Les associations et syndicats des professionnels de presse ont été au ministère de la justice ce vendredi. Leur déplacement avait pour but de porter plainte contre le juge Gadiri Diallo, suite à son verdict condamnant trois journalistes de la radio Nostalgie, à 2 mois de prison avec sursis et une amende de 500 000 GNF.

Le ministre de la justice et son équipe, après avoir reçu et rassuré, les associations et syndicats de la presse, accompagnés des journalistes, a tenu à rappeler que « la seule loi applicable sur les délits de presse est la loi sur la liberté de presse ».

« Nous avons entendu les réactions dans la presse, les commentaires juridiques les déclarations de position, mais nous avons pris nos responsabilités et nous voudrions avec le concours des associations et organes de presse, agir pour rétablir la légalité et pour vous rassurez, nous avons déjà instruit le parquet de Kaloum de faire une déclaration d’appel contre la décision condamnant trois journalistes sur la base des dispositions du code pénal.
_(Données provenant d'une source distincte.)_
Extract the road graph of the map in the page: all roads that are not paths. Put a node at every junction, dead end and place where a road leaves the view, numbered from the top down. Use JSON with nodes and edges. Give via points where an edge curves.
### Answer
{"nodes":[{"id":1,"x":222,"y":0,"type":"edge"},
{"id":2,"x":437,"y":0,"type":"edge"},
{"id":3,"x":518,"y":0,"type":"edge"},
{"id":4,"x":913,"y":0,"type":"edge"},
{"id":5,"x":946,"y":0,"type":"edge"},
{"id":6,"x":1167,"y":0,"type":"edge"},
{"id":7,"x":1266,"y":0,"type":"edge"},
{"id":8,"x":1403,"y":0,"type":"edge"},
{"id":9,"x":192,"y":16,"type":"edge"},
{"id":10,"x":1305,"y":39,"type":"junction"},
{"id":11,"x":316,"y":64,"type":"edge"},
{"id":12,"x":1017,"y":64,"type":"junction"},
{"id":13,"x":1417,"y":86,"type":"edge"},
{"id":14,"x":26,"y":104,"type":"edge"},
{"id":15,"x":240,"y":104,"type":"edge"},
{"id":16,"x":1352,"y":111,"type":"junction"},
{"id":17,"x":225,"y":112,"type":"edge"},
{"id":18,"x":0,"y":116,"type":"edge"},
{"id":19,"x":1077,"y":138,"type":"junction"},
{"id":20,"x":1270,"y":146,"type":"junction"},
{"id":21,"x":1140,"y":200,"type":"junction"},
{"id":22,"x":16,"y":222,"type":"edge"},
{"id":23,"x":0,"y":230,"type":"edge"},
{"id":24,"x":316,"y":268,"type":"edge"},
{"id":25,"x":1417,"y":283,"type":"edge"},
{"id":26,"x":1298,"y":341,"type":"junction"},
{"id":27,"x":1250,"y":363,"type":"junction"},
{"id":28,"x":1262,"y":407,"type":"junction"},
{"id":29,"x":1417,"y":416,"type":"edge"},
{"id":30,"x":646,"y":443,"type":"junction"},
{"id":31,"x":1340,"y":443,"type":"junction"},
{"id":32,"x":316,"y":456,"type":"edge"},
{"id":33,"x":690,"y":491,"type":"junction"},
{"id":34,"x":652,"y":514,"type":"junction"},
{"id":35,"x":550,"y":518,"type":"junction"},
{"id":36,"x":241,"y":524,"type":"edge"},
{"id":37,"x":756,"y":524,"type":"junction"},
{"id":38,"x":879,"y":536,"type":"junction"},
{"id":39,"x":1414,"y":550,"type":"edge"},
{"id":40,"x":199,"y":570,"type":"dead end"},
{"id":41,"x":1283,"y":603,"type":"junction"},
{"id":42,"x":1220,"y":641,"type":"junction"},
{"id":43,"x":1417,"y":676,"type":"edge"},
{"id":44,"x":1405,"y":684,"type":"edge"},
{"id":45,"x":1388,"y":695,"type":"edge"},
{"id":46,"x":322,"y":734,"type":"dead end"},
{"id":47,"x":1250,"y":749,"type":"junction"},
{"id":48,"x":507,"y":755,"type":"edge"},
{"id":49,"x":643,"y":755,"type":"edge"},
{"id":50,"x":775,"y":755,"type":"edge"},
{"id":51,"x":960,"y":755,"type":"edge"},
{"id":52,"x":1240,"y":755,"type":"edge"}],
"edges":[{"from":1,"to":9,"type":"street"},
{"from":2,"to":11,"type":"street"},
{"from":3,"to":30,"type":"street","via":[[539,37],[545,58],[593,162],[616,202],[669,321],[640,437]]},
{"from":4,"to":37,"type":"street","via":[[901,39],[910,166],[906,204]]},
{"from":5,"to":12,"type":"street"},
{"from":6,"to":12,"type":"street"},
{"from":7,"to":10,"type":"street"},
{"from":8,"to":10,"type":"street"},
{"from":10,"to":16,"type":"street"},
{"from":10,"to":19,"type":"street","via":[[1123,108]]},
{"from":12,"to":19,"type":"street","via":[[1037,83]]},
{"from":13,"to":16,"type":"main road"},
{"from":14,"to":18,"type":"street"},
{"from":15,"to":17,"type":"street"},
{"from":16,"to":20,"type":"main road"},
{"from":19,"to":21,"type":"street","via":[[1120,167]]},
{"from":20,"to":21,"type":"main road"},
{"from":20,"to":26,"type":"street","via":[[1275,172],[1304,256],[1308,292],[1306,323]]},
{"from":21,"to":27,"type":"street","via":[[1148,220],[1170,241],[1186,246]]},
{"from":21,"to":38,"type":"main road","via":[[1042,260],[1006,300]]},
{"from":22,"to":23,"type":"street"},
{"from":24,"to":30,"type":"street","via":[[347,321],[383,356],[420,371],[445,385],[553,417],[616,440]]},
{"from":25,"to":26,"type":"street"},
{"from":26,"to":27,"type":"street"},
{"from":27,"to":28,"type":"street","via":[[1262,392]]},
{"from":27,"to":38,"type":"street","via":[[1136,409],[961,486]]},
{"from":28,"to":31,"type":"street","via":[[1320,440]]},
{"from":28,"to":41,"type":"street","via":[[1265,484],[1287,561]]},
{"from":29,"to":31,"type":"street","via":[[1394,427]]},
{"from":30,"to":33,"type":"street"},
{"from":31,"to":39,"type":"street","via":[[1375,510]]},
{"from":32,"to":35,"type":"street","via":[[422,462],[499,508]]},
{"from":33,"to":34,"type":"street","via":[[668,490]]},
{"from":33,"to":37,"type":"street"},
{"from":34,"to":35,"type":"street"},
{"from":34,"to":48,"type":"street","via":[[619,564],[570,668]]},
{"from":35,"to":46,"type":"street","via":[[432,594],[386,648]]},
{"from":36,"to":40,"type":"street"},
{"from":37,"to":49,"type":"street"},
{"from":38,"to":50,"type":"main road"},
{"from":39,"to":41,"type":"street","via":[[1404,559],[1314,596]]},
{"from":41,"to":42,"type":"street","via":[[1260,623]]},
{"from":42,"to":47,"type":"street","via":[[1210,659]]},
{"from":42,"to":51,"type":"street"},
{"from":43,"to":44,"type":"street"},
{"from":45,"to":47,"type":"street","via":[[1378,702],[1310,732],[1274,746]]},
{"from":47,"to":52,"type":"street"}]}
Parce que nous estimons que la loi applicable est celle sur la liberté de la presse », déclare le ministère Mory Doumbouya.

Quant au représentant des associations de presse, il affirme que : « Nous étions venus très remontés avec une plainte contre le juge, mais vu la responsabilité qui a été là votre, vu les démarches qui ont été entreprises nous estimons qu’il n’est plus opportun de faire une quelconque plainte », avant de préciser que « Nous nous remettons à votre sagacité à votre sagesse, nous sortons ici réconfortés que la presse n’est pas en danger, mais que c’est une simple erreur de la part du collège des juges ».

« Comme nous venons d’entendre un discours très rassurant, vous avez dit que la semaine prochaine, tout sera bien ficelé donc en attendant que cela n’arrive on va se concerter pour pouvoir décider de ce qui a lieu de faire pour l’organisation de ce sit-in », renchérit la secrétaire générale du syndicat.

Le dépôt de la lettre d’information du SPPG qui était prévue à la mairie de Kaloum a été annulé suite à la réponse satisfaisante donnée par le ministre de la justice sur cette affaire.

Les journalistes condamnés sont Thierno Madiou Bah, Ibrahima Sory Lincoln Soumah et Sidi Diallo. Le juge Gadiri les a reconnu coupables de diffamation (par voie de presse). Une décision rendue le 12 janvier 2021 et qui, continue de provoquer une vive indignation chez les hommes de médias. La corporation reproche au juge d’avoir ignoré la loi L002 sur la liberté de la presse, qui dépénalise les délits commis par voie de presse, pour condamner les journalistes sur la base du Code pénal.